Шула помолчала и тихо добавила:
– Вот что сделала мисс Тилни.
И заплакала, приговаривая: «Une femme remarquable»[13]. Слова ее были едва слышны.
Розамунда Кодлинг из Суррейской часовни организовала мне встречу еще с одним членом общины, тоже помнившим мисс Тилни. Грейс Уэзерли приближалась к девяноста годам и поначалу отказывалась общаться со мной, потому что не доверяла юристам. Но в итоге ее удалось уговорить, и мы встретились после утренней воскресной службы. Она выделялась в толпе: сильные черты изборожденного морщинами лица, яркие блестящие глаза, чудесные снежно-белые волосы.

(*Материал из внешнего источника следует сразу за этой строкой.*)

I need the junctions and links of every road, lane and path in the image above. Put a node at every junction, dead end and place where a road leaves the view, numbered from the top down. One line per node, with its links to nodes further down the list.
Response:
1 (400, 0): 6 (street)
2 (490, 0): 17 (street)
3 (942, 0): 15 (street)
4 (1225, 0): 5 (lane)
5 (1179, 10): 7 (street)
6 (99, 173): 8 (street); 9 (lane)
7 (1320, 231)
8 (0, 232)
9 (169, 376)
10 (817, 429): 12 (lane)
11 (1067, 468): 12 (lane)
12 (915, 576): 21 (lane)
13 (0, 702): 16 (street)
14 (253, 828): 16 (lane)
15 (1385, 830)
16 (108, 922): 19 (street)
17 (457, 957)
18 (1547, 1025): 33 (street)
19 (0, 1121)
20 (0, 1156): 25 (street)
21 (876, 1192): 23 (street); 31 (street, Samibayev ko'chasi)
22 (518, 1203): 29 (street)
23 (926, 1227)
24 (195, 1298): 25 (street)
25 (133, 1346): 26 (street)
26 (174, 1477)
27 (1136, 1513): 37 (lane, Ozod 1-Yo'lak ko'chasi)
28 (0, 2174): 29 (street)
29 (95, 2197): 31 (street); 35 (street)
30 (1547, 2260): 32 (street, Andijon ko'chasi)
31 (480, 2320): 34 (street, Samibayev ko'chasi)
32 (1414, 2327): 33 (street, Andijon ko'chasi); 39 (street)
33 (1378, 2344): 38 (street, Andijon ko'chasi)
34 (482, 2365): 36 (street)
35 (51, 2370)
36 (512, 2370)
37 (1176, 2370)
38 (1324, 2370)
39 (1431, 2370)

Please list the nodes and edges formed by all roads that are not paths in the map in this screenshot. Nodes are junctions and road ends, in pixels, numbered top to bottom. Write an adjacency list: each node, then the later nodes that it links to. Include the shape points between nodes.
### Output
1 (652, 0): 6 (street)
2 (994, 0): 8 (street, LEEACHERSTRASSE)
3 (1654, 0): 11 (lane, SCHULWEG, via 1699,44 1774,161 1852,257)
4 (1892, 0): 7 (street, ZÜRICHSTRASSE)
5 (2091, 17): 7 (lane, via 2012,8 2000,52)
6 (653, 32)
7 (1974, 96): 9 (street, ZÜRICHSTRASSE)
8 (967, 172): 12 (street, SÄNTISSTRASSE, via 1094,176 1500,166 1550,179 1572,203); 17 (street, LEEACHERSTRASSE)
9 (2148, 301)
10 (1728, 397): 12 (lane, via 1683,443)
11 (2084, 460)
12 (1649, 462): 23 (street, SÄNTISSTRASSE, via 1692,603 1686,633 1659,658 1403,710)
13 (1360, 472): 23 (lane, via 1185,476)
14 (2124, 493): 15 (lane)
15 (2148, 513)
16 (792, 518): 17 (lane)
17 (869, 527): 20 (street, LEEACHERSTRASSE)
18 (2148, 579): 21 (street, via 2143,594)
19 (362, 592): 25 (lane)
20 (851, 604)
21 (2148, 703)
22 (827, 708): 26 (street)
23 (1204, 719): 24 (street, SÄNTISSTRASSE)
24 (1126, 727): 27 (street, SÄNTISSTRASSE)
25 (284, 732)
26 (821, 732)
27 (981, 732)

Да, она помнила мисс Тилни, как та приходила к ним в воскресную школу в начале 1930-х, когда приезжала из Африки.
– Я лучше помню ее брата, хотя Берт мне нравился намного меньше, – решительно заявила Грейс. – Совсем не такой сильный характер, как у сестры; порой он терялся.
Мои вопросы помогли расшевелить ее память.
– В 1935 году я сидела рядом с ней, – взволнованно, стараясь быть как можно точнее, сообщила Грейс. – Она была абсолютно бесстрашна и любила детей, вот что ею двигало.
Помолчав, она добавила:
– Вот что движет нами.
Улыбка осветила ее лицо.
– Когда я была подростком, я не то чтобы поклонялась ей – это неверное слово, – но восхищалась ею, ее бесстрашием.
Грейс слышала в общине разговоры о деятельности мисс Тилни, различные слухи.
– Говорили, она спасает еврейских детей.
Подробностей Грейс не знала: никто из детей в часовне так и не появился.
– Это было во время войны, она была за границей, там от евреев хотели избавиться. Она была бесстрашна, увидела этих несчастных детей и стала их спасать. Она совершила настоящий подвиг, рисковала собственной жизнью.
Мы оба сидели задумавшись.
– И вот вы приехали к нам! – просияла Грейс. – Я думаю, дело не только в том, что это были еврейские дети, – добавила она. – А в том, что Гитлер натворил бед. Ею двигало человеческое сострадание. Ведь христианин должен приходить на помощь любому, кто окажется в беде.
Она мысленно вернулась в прошлое и к собственной истории.
– С какими опасностями довелось столкнуться мне? – спросила она вслух. – Ничего особенного. Меня бы не схватило гестапо. А она могла потерять всё – в любой момент могла лишиться жизни.
Грейс знала, что мисс Тилни оказалась в лагере.
– Не знаю, как это случилось, – продолжала она, – но, конечно же, она подложила свинью Гитлеру на континенте, спасая тех, кого он хотел умертвить.
Она гордилась знакомством с мисс Тилни, с женщиной, которой «посчастливилось остаться в живых». И, завершая наш разговор, Грейс сказала:
– Она была милосердна, умна, щедра душой.
Пауза.
– Уж и подложила она ему свинью!
Грейс искренне радовалась, что я добрался до ее общины.
– Как прекрасно, что вы нас нашли, как прекрасно, что вы увидели свет!
– Тебя не интересовало, чем вдохновлялась мисс Тилни? – спросил я маму.